Why Six Layers
The Material Stack is not a metaphor. It is an analytical framework for conducting Forensic Workstation examinations that attend to the full material reality of a digital artifact. Most cultural criticism addresses only the interface layer — what appears on the screen. Most technical analysis addresses only the platform and format layers — what the software does. The geological, architectural, and network layers are treated as background, as given, as the part of the system you do not need to understand. The Material Stack insists that you do.
A song streamed through a platform is shaped by every layer of the stack. The geological layer determines what minerals are available for the device that plays it. The architectural layer determines whether a data center near the listener can serve it with low latency. The network layer determines the bandwidth available for transmission. The platform layer determines the recommendation algorithm that surfaced it, the licensing terms that govern it, and the retention policy that will preserve or discard it. The format layer determines what frequencies survive compression and what is discarded as imperceptible. The interface layer determines how the listener encounters it — through headphones, through a speaker, through a car stereo with its own equalization curve. Change any layer, and you change the artifact. The artifact is not independent of its stack. It is produced by it.

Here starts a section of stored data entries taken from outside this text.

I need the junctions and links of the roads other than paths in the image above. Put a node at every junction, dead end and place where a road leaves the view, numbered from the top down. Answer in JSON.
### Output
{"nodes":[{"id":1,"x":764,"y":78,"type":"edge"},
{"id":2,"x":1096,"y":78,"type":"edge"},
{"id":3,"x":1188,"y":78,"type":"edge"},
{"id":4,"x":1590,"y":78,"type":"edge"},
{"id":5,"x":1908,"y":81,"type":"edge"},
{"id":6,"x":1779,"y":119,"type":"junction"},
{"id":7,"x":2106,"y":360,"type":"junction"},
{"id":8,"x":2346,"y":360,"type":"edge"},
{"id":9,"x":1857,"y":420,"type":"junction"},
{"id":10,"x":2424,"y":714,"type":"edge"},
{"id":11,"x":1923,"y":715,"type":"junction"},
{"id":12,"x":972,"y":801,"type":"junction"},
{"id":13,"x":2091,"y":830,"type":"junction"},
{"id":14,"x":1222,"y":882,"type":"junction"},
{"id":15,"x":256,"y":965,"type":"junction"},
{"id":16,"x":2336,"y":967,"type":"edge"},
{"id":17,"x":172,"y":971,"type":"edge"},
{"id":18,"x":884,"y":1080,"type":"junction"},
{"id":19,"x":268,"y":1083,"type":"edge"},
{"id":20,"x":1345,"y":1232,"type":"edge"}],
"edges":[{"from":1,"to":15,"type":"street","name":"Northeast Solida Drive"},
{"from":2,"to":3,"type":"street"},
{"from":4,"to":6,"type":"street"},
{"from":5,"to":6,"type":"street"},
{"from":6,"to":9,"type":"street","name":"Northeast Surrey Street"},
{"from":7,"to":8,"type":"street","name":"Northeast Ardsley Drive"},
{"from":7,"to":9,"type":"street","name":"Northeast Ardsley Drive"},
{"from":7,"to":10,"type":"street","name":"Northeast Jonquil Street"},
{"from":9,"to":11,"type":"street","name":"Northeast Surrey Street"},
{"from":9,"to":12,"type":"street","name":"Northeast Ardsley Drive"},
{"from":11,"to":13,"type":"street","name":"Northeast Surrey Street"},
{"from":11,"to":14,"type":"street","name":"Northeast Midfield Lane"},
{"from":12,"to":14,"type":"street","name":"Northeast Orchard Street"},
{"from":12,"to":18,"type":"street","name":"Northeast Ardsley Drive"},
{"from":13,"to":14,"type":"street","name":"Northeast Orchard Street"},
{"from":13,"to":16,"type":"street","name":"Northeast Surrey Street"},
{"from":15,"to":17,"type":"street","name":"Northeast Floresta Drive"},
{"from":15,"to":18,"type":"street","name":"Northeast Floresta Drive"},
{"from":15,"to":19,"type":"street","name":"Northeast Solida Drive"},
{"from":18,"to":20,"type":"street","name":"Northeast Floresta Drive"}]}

The Stack as Culturotechnical Object
Each layer of the Material Stack encodes cultural decisions in technical form. The geological layer reflects extraction economies and geopolitical resource competition. The architectural layer reflects tax incentives, energy policies, and military-to-commercial infrastructure reuse. The network layer reflects colonial telegraph routes and the concentration of cable landing stations. The platform layer reflects business models, surveillance architectures, and content moderation philosophies. The format layer reflects psychoacoustic research traditions and assumptions about what listeners perceive. The interface layer reflects design conventions, accessibility priorities, and attention-capture strategies. The Material Stack is a culturotechnical object all the way down.